__PROBLEM__
Pull out each line of the records holding the string "dead".

__INFORMATION GIVEN__

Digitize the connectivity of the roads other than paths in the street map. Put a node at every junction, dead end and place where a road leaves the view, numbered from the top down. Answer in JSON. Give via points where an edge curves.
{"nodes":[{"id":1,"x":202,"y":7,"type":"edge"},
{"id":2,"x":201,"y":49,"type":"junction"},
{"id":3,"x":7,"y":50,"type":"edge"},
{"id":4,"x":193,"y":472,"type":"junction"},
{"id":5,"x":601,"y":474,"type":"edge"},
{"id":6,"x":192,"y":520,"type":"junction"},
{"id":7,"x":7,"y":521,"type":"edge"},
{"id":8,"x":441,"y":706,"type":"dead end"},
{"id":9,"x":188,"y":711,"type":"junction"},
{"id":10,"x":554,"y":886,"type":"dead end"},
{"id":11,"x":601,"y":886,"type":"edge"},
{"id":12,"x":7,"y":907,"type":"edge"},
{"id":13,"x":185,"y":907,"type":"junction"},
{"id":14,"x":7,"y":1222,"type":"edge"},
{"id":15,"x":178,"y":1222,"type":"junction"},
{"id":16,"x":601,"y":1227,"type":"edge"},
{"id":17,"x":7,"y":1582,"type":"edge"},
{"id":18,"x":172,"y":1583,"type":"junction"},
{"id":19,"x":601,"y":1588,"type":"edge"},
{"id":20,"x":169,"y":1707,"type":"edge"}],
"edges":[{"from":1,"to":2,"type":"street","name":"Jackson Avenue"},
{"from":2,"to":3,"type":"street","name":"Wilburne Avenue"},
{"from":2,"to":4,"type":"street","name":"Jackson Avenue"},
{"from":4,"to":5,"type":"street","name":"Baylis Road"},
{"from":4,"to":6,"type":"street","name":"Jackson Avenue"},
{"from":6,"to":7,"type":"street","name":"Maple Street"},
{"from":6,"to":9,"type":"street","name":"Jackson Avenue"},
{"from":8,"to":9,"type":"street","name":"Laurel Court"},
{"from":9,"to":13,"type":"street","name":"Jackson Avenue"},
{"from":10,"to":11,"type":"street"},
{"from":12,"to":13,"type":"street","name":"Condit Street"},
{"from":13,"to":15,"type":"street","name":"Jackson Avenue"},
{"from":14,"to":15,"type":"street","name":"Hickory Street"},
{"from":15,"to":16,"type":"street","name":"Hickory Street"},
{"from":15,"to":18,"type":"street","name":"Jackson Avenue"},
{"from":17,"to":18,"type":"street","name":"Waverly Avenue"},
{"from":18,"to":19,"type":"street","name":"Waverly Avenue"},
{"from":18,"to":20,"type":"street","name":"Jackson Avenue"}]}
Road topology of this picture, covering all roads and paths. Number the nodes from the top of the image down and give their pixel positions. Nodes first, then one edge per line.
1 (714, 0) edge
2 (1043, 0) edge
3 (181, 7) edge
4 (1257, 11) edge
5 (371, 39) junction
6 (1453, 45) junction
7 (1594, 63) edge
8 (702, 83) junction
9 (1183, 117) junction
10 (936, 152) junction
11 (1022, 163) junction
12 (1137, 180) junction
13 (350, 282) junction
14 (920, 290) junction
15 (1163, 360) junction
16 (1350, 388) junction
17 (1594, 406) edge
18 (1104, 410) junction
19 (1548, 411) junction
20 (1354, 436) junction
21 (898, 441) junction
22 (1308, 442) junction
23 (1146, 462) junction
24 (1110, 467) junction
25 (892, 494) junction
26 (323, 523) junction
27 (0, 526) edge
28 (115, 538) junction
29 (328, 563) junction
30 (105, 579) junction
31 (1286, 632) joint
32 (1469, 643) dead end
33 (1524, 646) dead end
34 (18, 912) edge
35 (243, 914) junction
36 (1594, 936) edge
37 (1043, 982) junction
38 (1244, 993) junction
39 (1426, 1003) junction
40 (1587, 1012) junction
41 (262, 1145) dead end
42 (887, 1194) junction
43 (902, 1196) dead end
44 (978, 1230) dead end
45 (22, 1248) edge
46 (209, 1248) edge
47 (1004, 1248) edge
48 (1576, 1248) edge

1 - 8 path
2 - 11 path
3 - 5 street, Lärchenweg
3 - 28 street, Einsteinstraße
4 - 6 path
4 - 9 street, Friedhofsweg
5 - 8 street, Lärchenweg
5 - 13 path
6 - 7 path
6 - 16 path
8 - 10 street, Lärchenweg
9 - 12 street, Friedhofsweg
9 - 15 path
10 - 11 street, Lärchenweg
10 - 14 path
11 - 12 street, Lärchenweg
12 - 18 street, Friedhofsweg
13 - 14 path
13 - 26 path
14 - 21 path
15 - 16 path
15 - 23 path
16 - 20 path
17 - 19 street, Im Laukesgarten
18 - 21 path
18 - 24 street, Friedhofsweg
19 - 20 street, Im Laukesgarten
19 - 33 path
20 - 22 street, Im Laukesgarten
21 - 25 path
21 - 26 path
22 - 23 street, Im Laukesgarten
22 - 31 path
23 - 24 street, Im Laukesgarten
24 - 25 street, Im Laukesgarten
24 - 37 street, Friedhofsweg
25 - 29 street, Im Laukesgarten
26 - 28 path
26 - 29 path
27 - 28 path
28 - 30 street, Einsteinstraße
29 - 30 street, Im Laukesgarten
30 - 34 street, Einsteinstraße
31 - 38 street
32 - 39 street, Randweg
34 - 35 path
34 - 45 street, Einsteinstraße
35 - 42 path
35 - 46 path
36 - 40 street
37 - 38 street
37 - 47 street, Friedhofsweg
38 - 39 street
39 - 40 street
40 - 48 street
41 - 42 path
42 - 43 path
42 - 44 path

__OUTPUT OF THE EXERCISE__
Digitize the connectivity of the roads other than paths in the street map. Put a node at every junction, dead end and place where a road leaves the view, numbered from the top down. Answer in JSON. Give via points where an edge curves.
{"id":8,"x":441,"y":706,"type":"dead end"},
{"id":10,"x":554,"y":886,"type":"dead end"},
32 (1469, 643) dead end
33 (1524, 646) dead end
41 (262, 1145) dead end
43 (902, 1196) dead end
44 (978, 1230) dead end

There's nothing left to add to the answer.